Saint Ambroise nous dit :
« Si toute la durée du monde est comme un seul jour, il compte certainement Ses heures par siècles : autrement dit les siècles sont ses heures. Or 'il y a douze heures dans le jour. Donc au sens mystique le jour, c'est bien le Christ. Il a ses douze Apôtres, qui ont resplendi de la lumière céleste, en qui la grâce a ses phases distinctes. » (Exp. Luc, vil, 222 ; S.C., p. 92.)
Zénon de Vérone :
« Le Christ est le jour vraiment éternel et sans fin qui a à son service les douze heures dans les Apôtres, les douze mois dans les prophètes. » (Tract., n, 45.)

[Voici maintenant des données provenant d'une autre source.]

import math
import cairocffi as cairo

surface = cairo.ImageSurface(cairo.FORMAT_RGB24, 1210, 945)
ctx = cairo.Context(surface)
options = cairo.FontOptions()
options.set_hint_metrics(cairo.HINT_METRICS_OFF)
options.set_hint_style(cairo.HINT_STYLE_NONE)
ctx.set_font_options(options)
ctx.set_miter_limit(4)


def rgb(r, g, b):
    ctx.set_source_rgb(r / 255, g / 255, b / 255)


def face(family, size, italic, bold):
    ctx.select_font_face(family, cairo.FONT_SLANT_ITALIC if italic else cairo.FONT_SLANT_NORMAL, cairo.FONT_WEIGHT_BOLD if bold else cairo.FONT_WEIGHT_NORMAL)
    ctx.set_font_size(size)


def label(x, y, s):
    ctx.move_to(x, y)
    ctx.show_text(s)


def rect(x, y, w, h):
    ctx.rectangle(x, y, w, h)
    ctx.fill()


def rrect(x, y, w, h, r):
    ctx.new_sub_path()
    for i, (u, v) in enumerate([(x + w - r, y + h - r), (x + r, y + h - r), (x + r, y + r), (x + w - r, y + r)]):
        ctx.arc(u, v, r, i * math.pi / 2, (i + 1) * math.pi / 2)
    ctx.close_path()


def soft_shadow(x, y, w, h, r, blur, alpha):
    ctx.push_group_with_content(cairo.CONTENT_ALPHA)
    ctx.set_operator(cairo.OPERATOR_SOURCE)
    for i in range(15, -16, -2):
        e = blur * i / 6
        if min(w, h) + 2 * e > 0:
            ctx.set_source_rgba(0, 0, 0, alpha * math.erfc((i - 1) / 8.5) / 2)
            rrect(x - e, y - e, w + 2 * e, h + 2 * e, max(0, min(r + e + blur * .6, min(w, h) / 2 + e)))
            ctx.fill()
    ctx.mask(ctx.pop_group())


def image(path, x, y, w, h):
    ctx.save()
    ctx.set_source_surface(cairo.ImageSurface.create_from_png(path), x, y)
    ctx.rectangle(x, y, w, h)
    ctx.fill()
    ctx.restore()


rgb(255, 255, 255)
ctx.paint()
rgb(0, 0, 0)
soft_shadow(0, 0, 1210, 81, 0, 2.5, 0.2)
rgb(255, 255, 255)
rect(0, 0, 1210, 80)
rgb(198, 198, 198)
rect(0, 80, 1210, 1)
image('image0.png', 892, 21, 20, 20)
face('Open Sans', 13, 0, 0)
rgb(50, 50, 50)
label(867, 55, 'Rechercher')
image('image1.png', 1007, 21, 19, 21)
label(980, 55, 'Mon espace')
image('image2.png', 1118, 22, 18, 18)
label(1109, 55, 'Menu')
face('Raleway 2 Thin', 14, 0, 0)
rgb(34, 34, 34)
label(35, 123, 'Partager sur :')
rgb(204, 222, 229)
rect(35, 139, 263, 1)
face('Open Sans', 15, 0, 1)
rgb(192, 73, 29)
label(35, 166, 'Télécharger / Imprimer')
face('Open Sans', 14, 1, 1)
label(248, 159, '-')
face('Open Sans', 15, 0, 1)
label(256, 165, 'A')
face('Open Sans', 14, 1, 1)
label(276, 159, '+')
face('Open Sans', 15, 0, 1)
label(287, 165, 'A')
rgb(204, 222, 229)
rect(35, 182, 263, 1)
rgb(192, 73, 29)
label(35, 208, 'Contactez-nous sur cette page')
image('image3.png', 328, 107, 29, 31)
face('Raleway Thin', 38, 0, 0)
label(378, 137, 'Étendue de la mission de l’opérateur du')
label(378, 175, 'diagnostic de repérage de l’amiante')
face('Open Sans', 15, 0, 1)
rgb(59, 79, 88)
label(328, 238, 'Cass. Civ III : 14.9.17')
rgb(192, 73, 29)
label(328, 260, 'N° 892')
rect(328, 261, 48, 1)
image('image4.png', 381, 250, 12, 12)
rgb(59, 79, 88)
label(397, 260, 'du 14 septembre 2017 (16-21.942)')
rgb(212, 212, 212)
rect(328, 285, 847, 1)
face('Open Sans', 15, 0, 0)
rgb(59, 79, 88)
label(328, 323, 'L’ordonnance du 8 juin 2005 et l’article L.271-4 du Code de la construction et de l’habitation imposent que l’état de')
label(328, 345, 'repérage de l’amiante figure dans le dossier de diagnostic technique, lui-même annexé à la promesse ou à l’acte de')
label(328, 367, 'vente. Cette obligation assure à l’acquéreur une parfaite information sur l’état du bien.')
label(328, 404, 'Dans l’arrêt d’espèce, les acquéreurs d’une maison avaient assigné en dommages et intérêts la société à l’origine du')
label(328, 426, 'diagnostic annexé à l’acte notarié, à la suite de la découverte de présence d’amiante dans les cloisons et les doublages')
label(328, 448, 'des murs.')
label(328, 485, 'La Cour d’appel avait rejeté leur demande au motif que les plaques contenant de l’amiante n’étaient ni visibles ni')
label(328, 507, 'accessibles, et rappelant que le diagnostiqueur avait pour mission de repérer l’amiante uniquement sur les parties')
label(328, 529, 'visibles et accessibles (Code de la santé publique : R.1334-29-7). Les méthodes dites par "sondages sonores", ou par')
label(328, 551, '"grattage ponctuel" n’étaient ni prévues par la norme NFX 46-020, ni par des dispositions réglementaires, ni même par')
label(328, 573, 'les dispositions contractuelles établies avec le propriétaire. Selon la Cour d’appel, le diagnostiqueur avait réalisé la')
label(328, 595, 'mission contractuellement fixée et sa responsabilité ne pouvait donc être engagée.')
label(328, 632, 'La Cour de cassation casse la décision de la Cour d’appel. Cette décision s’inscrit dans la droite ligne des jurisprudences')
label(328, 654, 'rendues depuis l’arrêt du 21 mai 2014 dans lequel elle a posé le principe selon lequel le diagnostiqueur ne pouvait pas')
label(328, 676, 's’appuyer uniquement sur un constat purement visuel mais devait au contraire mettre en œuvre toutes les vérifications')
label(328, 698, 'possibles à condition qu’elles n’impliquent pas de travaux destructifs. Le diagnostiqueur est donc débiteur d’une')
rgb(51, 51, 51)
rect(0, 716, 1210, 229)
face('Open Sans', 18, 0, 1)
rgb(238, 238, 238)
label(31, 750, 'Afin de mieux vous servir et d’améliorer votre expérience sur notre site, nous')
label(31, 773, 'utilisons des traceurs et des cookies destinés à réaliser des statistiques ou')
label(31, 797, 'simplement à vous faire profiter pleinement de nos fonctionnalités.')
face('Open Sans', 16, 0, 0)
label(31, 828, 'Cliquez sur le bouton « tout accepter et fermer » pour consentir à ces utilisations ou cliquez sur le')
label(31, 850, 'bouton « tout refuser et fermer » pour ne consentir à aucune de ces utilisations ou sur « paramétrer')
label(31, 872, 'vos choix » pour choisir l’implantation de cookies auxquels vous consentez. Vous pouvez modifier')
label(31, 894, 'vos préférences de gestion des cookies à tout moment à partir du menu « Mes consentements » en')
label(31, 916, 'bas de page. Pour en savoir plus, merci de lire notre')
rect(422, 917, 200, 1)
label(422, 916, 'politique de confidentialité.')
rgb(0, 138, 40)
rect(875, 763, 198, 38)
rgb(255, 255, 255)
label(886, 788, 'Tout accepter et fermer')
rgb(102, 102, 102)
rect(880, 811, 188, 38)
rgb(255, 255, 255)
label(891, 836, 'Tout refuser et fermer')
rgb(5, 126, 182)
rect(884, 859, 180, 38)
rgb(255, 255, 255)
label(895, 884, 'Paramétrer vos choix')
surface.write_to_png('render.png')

Méthode d'Olympe écrit que
« l'ensemble des Apôtres, correspondant aux heures du jour, s'appelle le jour spirituel, l'Église » (De Sanguisuga, ix, 3 G.C.S., 487.)
Pour lui « jour » symbolise l'Église et non le Christ; mais est-ce bien différent ?
Hippolyte écrit :
« une fois ensemble réunis, les Douze Apôtres, comme douze mois, ont annoncé l'Année parfaite, le Christ. Le prophète lui aussi dit Annonce une année de grâce du Seigneur. (Isaïe, Lx', 2.) Et parce que Jour, Soleil, Année étaient le Christ, il faut appeler Heures et Mois les Apôtres. » (Ben., Moïse; P.O., XXVII, 171.)
Tout ceci conjugué m’incite à lire le texte autrement que comme une simple narration des évènements cosmiques qui constitueraient la naissance de l’univers. C’est pour cela que je n’entrevois pas de justification à lier la lumière de la Genèse à celle d’un big bang et que j’ai écrit que ce qui est modifié par le péché c’est notre relation au monde. Mais peut-être suis-je encore trop influencé par l’idéalisme allemand. Les Pères ont eu , eux , à se démarquer du platonisme et des post platoniciens. Et il reste encore beaucoup de traces de la conscience philosophique de leur époque dans leur façon d’appréhender le réel. Aujourd’hui je pense encore que c’est le concept qui structure le monde, et que le monde n’a pas d’existence en dehors du concept que l’on en a. C’est un peu compliqué me reprochera Eliazar, mais la Genèse me le confirme en soulignant l'emergeance du logos en l'homme créé à l'image du Logos, et la science avance indéfiniment dans sa saisie de l’univers par l’évolution de ses concepts.
Ce que nous dit le passage sur la lumière n’est autre que l’émergence du logos en l’homme créé à l'image du Verbe. C'est une lumière qui éclaire mon intelligibilité du monde, mon intellection de la réalité extérieure, ou plus exactement, cette intelligibilité est cette lumière. Si je me supprime les catégories kantiennes a priori de la Raison, rien n’est plus concevable. "Que la lumière soit" devient: "que l'homme intelligibilise la réalité extérieure comme je la crée". Et les jours suivants montrent que cela ne se fait pas instantanément. L'homme travaille à la réalisation en lui du Logos. Il doit achever la ressemblance avec l'Image du verbe.
Cette lecture n’est pas plus abstraite qu’une lecture renvoyant sur la réalité de l’univers. Au contraire, elle s’insère dans cette théologie patristique très concrète de l’homme comme image de l’image. Et Adam qui donne un nom aux animaux devient par sa conceptualisation de l'univers co-créateur selon l'image du Logos en lui jusqu'à la chute qui est un détournement de sens et un détournement des sens.
Ceci n’épuise certainement pas le texte prodigieux, mais le met à l’écart de tout court-circuit avec les théories de l’évolution, et celles de l’astrophysique.
La science n’est pas non plus certaine d’un big bang unique. Elle n’est pas certaine d’une expansion infinie de l’univers. D’autres théories prennent naissance, avec des univers parallèles, des mirages de galaxies. Elle prône par exemple qu’il y aurait un certain nombre de constantes universelles qui permettent l’existence d’un univers et que la nature essaierait également d’autres combinaisons aléatoires engendrant ainsi des univers non viables qui avortent. Et elle ne sait pas encore combiner mécanique quantique et physique gravitationnelle. Alors les cocorico d’une Genèse big bang à la Lemaître vont vite désenchanter et de nouveau le texte sera rejeté au rang des mythologies si nous continuons naïvement à en rechercher du concordisme debout sur notre tas de fumier.